C’est en 2018 que naît Burnt Umber. Après avoir consolidé le groupe, ses deux fondateurs, la chanteuse Abby et la batteur J-War, s’attaquent à la réalisation de ce Petroleum, un premier album aux sonorités variées. Puisant dans un rock énergique, saccadé voire même parfois syncopé, les guitares proposent des plans aussi saturés qu’aériens. La tessiture de la voix d’Abby lui permet de couvrir une large palette d’émotions, de la puissance à la douceur – même si, vous me connaissez, l’anglais reste encore à travailler, plus dans l’articulation (pas toujours compréhensible sur les moments les plus durs) que dans l’accent d’ailleurs… Les titres – dont une reprise de Calling you, popularisée par le succès du film Bagdad café, qui interpelle par ses aspects autant respectueux qu’explorateurs de l’original – proposent une palette rock riche et diversifiée.
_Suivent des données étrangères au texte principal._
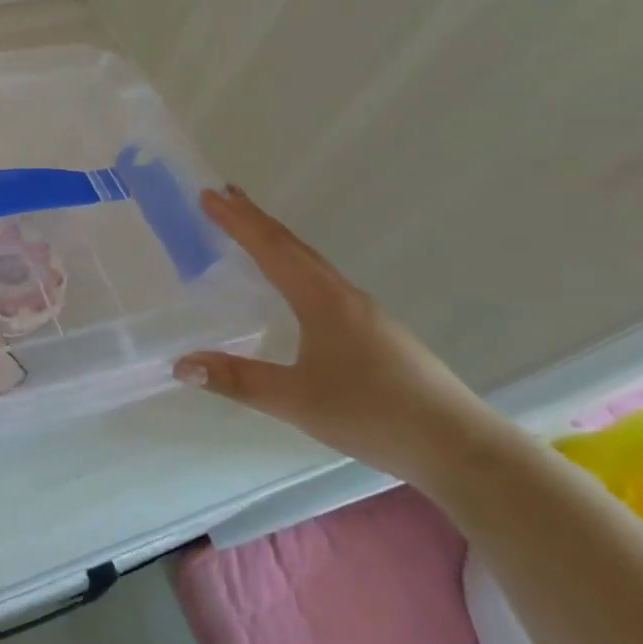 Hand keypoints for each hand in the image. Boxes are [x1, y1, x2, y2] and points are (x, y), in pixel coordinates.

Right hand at [174, 186, 508, 486]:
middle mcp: (344, 296)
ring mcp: (364, 313)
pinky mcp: (376, 332)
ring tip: (251, 231)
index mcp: (323, 301)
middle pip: (293, 247)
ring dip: (277, 242)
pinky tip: (293, 284)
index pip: (272, 250)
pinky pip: (323, 282)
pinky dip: (295, 266)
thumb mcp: (297, 401)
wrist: (462, 448)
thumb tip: (180, 364)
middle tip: (224, 197)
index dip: (238, 222)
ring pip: (311, 263)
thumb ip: (237, 380)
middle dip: (256, 220)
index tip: (209, 195)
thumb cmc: (375, 415) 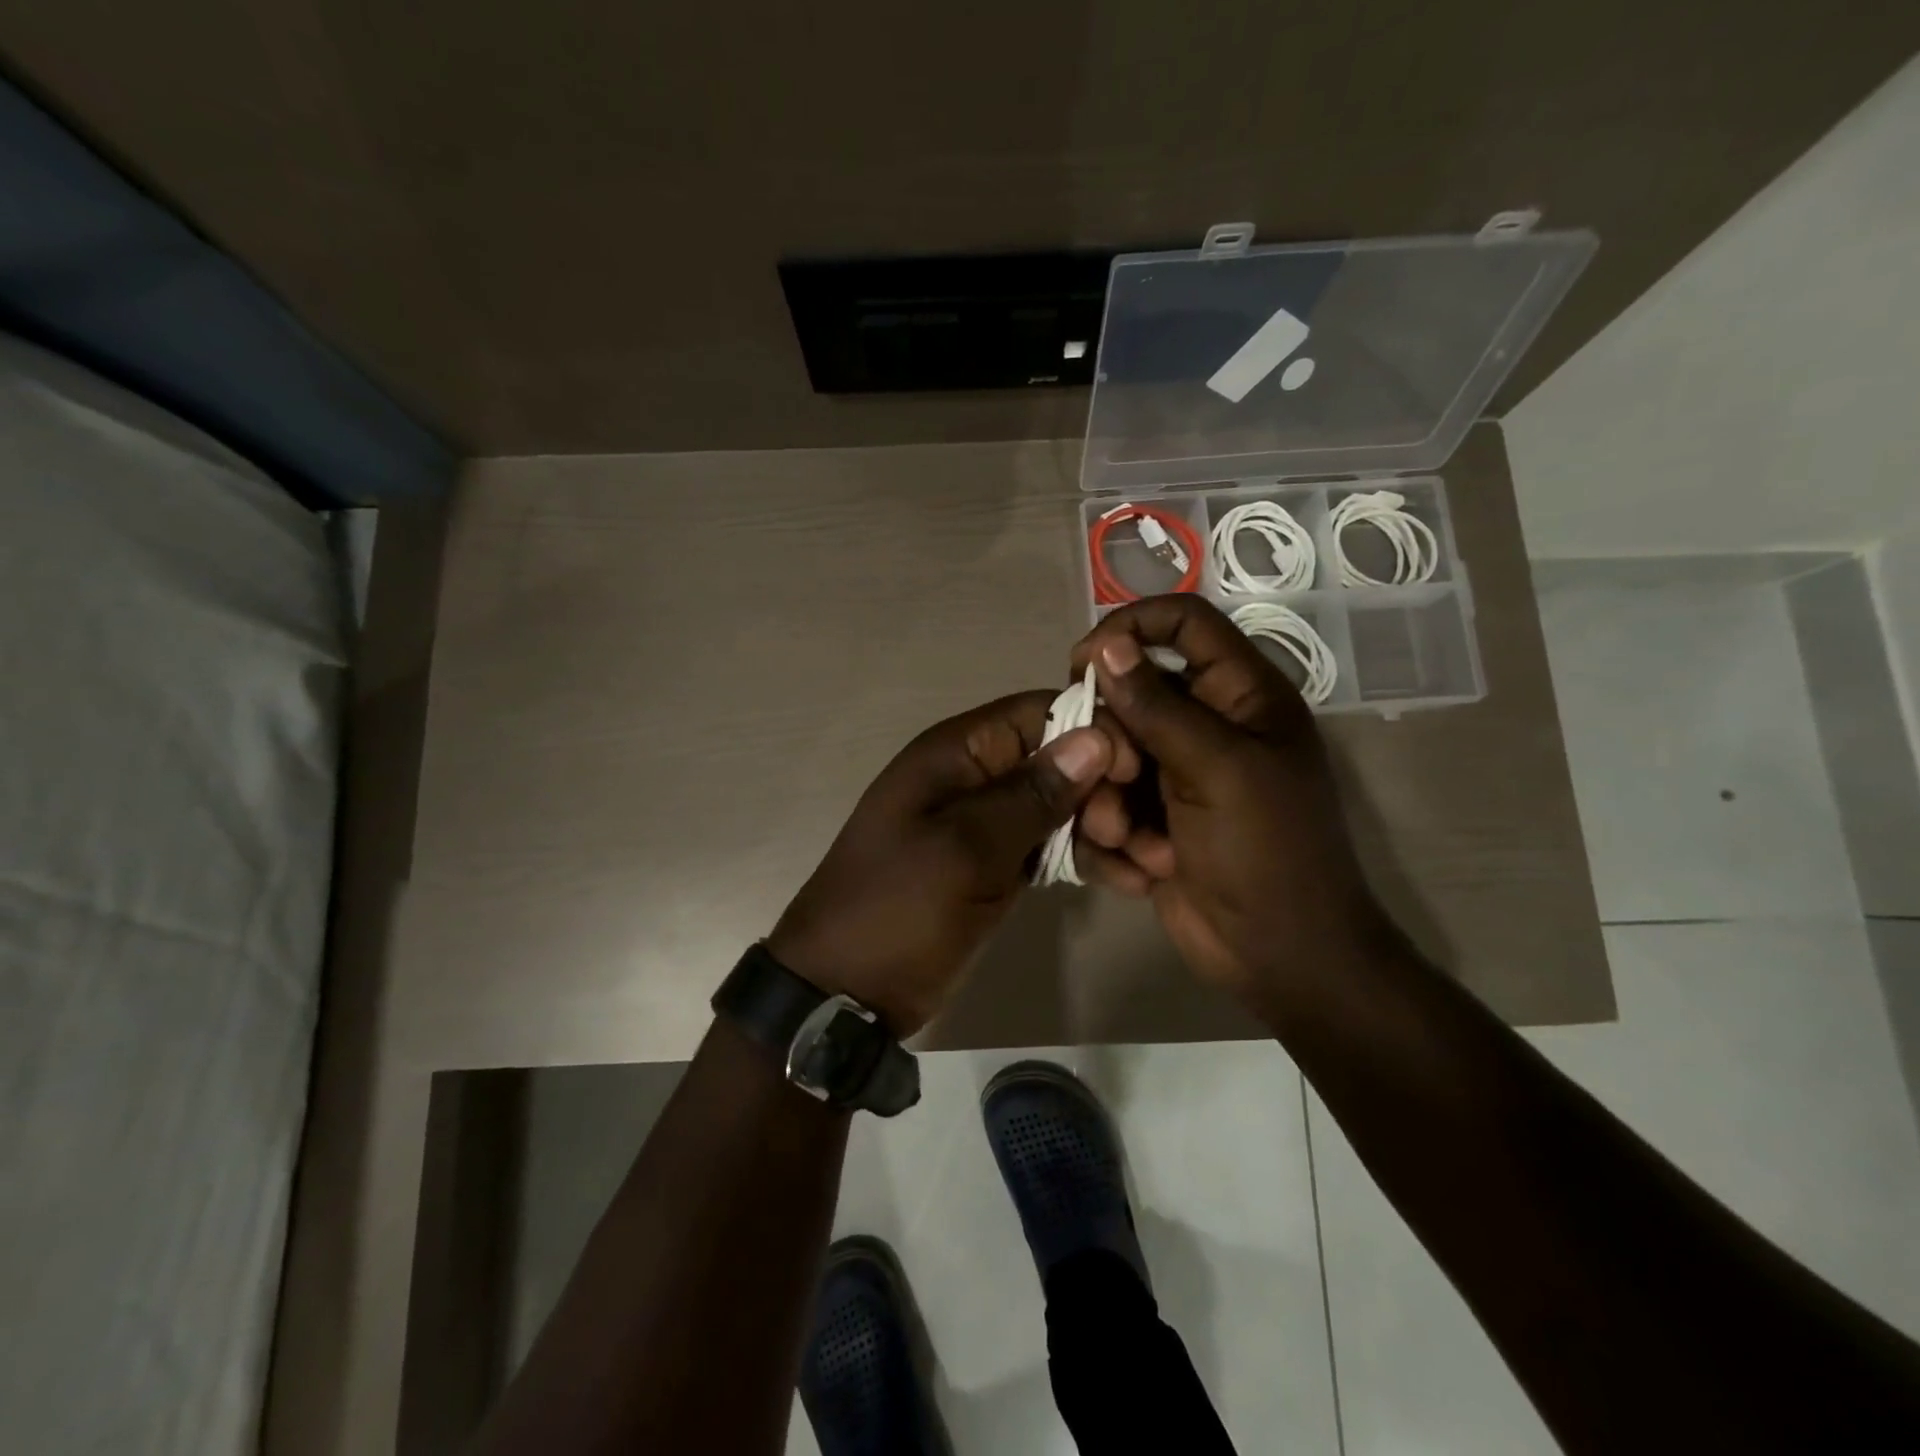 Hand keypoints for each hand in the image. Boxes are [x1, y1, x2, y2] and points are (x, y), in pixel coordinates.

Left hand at [768, 693, 1121, 1035]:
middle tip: (1129, 837)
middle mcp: (975, 777)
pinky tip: (1130, 882)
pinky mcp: (997, 864)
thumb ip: (1030, 795)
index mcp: (956, 753)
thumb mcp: (964, 850)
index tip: (1135, 772)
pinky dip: (1088, 859)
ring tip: (1150, 866)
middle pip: (1059, 758)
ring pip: (1062, 805)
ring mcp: (987, 823)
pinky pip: (1051, 846)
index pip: (1039, 712)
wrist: (844, 992)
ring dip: (1107, 828)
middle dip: (1105, 790)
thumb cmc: (897, 910)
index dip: (1093, 730)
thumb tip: (1094, 738)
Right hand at [1069, 595, 1395, 1010]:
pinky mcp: (1151, 819)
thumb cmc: (1267, 851)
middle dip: (1112, 742)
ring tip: (1131, 842)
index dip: (1132, 627)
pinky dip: (1114, 838)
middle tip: (1118, 778)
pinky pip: (1107, 804)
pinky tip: (1142, 870)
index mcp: (1242, 696)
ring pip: (1108, 756)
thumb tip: (1107, 646)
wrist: (1278, 956)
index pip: (1184, 624)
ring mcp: (1176, 775)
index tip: (1083, 662)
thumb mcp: (1218, 769)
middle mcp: (1206, 726)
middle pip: (1130, 695)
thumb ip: (1158, 706)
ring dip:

Un ensemble qui interpelle, attire l’oreille et fait taper du pied. Mais, car il y en a un, malgré toute la bonne volonté et la qualité indéniable des compostions et de l’interprétation, il manque cette étincelle qui me ferait vibrer vraiment, ce petit truc qui viendrait me chercher pour ne plus me lâcher. Attention: c’est bien foutu et bien écrit, seulement, il manque ce quelque chose qui fait qu’un groupe se distingue. Travailler avec un producteur pourrait sans doute, à l’avenir, permettre à Burnt Umber de trouver sa véritable identité, sonore sinon musicale.

HORSKH: Wire

France, Metal électro (autoproduction, 2021)

Ça s’appelle Wire, et ça porte bien son nom… les Français de Horskh on décidé de prendre la place d’un Daft Punk qui vient d’annoncer sa séparation. Oui, non, en fait… Wire est sorti avant cette annonce mais vient chasser sur le terrain de jeu des mecs casqués, en violent. Beaucoup plus violent. Les rythmes hypnotiques feront entrer n’importe quel amateur du genre dans une transe qui détachera son âme des réalités terrestres. Non, qui arrachera son âme. Brutal, électro les 12 titres nous entraînent au milieu d’une foule dansant sous les flashes stroboscopiques, de lumières agressives. Et les inspirations metal, là dedans? Ben, j’ai du mal à les trouver tant l’electro domine le sujet. C’est bien foutu, puissant, dansant sans doute aussi pour certains, mais ça s’adresse à un public amateur et avisé. Si ce n’est pas ma came, d’autres y trouveront sans aucun doute possible un défouloir à leur mesure.

Kiko LOUREIRO: Open source

Metal instrumental, Brésil (Autoproduction, 2020)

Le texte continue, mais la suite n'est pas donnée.